Netanyahu: Chance of conflict with Iran depends on how clearly 'red line' is drawn
French foreign minister warns Israel attack on Islamic Republic will be counter-productive as sanctions are beginning to take toll on regime.
Prime Minister Benjamin Netanyahu said on Monday that "the clearer the red line drawn before Iran by the international community, the smaller the chance of a conflict." At a meeting with Israeli and American war veterans, Netanyahu repeated his stance that the international community is not showing enough decisiveness or resolve vis-à-vis Iran's nuclear program.
Netanyahu's comments followed a report by the New York Times on Monday, according to which U.S. President Barack Obama is considering making declarations regarding the United States' "red lines" that if crossed, may bring about an American attack on Iran's nuclear facilities.
Earlier on Monday, French Foreign Minister Laurent Fabius warned Israel that a strike against Iran's nuclear facilities would be counter-productive.
"I'm absolutely hostile to Iran having nuclear weapons but I think that if there were an Israeli attack, unfortunately it could come back to haunt Israel by (allowing) Iran to cast itself as a victim," Fabius told France's BFM TV.
"We're saying we should increase sanctions and, at the same time, continue negotiating with Iran to make it give in," he said.
The United Nations, U.S. and European Union have already passed several rounds of sanctions on Iran over its uranium enrichment program. Fabius said the sanctions, which were expanded in July to include an EU oil embargo, were "starting to be effective."
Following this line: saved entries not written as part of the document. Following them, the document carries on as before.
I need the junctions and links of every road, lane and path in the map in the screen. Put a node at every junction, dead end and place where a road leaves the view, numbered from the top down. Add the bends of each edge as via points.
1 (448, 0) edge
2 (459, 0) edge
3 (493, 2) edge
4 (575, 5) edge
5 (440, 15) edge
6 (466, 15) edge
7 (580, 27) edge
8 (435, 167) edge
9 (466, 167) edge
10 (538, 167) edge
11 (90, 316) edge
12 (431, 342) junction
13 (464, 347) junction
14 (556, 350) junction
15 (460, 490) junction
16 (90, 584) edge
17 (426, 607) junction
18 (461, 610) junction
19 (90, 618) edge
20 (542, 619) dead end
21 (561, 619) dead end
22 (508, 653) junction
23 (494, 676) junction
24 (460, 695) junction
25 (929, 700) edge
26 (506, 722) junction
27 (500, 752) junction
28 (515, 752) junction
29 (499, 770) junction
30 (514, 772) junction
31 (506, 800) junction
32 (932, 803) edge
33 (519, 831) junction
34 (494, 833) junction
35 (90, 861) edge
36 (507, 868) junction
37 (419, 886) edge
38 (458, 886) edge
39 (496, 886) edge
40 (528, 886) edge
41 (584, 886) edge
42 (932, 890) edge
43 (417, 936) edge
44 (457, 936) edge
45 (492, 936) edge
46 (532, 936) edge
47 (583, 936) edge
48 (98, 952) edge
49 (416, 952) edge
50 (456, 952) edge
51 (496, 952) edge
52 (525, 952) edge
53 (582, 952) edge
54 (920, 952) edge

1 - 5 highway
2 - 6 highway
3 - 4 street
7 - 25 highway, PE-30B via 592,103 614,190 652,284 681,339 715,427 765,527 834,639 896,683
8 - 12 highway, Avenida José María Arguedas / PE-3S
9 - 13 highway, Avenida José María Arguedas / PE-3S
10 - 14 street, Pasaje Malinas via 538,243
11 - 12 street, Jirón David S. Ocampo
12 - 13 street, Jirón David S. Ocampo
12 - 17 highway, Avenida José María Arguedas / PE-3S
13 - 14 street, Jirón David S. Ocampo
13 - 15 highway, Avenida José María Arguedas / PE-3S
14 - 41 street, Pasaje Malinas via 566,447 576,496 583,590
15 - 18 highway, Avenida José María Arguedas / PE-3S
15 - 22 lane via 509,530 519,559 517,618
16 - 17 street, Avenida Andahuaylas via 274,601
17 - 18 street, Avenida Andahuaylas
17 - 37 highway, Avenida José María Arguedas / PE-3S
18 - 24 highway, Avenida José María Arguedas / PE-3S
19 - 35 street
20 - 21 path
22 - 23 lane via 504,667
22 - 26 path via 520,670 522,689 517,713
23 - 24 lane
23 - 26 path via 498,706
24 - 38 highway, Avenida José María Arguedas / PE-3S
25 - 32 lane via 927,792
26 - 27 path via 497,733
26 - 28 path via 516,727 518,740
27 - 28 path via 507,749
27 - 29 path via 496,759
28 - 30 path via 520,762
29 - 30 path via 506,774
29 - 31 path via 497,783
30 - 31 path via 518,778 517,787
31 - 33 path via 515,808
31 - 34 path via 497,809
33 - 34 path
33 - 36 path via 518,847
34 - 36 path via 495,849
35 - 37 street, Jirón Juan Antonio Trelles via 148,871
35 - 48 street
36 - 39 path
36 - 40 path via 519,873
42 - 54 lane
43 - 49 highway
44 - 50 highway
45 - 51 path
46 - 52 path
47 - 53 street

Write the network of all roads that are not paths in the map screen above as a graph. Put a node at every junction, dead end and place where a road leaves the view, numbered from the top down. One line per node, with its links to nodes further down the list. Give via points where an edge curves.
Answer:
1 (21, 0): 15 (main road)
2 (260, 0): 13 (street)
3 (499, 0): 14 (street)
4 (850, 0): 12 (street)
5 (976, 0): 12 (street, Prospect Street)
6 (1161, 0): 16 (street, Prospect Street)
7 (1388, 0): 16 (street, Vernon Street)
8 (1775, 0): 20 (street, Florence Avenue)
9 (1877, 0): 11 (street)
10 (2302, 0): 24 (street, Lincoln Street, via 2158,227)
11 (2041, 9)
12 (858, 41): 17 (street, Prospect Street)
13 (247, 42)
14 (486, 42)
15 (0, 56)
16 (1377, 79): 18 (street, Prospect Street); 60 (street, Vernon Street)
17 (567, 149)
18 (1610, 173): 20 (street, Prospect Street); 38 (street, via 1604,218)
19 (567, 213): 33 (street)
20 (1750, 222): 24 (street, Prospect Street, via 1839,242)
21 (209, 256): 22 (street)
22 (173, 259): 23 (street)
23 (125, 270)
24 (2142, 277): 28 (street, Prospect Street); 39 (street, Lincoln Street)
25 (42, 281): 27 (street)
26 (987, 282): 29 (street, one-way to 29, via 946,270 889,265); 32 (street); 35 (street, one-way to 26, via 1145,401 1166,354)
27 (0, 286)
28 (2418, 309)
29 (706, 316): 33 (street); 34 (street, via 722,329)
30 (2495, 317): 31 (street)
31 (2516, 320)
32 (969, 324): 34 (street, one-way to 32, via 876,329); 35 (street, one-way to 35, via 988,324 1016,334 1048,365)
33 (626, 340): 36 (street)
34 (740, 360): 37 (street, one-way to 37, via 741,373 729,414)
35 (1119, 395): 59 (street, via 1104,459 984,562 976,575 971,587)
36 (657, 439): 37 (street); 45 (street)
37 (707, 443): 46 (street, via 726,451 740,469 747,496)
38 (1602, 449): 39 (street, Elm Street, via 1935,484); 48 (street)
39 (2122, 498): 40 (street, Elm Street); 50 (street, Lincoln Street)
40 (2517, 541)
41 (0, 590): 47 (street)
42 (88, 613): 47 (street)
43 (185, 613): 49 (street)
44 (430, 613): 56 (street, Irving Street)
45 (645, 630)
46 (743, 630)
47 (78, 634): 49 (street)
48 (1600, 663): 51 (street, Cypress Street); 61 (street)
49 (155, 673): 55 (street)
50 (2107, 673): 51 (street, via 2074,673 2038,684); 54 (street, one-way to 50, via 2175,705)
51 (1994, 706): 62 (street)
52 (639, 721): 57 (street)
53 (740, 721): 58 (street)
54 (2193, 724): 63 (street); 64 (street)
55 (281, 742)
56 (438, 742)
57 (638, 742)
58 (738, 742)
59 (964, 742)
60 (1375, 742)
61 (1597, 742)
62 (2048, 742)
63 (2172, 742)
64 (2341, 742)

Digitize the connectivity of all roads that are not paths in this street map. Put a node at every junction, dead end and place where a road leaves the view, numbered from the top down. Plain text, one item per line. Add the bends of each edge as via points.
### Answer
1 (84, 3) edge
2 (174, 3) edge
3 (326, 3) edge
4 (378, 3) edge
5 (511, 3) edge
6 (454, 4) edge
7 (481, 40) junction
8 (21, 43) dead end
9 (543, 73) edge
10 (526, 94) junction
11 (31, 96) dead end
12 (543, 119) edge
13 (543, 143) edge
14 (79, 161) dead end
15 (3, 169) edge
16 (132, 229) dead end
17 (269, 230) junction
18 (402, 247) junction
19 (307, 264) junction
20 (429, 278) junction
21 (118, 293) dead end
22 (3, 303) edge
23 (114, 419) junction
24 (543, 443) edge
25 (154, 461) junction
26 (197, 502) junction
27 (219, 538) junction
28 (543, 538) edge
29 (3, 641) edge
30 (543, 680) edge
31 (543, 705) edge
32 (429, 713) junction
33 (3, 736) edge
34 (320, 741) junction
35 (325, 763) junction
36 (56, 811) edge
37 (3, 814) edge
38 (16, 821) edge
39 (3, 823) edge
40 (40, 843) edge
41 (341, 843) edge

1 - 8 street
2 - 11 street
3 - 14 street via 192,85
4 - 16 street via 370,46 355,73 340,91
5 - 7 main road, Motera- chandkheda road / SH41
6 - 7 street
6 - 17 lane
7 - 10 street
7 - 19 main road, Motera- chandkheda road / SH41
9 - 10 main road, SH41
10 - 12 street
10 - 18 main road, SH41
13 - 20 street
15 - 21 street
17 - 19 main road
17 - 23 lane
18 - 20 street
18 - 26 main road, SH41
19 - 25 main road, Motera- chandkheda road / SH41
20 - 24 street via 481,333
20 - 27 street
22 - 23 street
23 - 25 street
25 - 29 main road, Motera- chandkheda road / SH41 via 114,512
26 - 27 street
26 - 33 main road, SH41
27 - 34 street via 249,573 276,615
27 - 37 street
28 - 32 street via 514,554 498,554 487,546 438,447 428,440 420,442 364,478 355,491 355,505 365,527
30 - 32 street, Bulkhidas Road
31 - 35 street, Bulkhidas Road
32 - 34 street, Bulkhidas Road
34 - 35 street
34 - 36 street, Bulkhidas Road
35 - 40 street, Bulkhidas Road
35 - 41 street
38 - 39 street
According to the New York Times report published on Monday, Obama is mulling a series of overt and covert actions with the goal of helping Israel save face and convince Prime Minister Benjamin Netanyahu to hold off on an attack on Iran's nuclear program.
The New York Times article, written by two of the paper's senior correspondents Eric Schmitt and David E. Sanger, reported that the White House is currently holding an internal debate on how specific the public warning to Iran should be.
Also on Monday, Farzad Esmaili, commander of the Iranian air force, said that the Islamic Republic has built about 30 percent of a missile defense system it is developing in place of the Russian S-300 system Moscow refused to sell it, and hopes to complete the system by next year.
Esmaili also reiterated that Iran will hold a large-scale air defense exercise in the next two months covering the whole country, the Iranian Students' News Agency (ISNA) reported.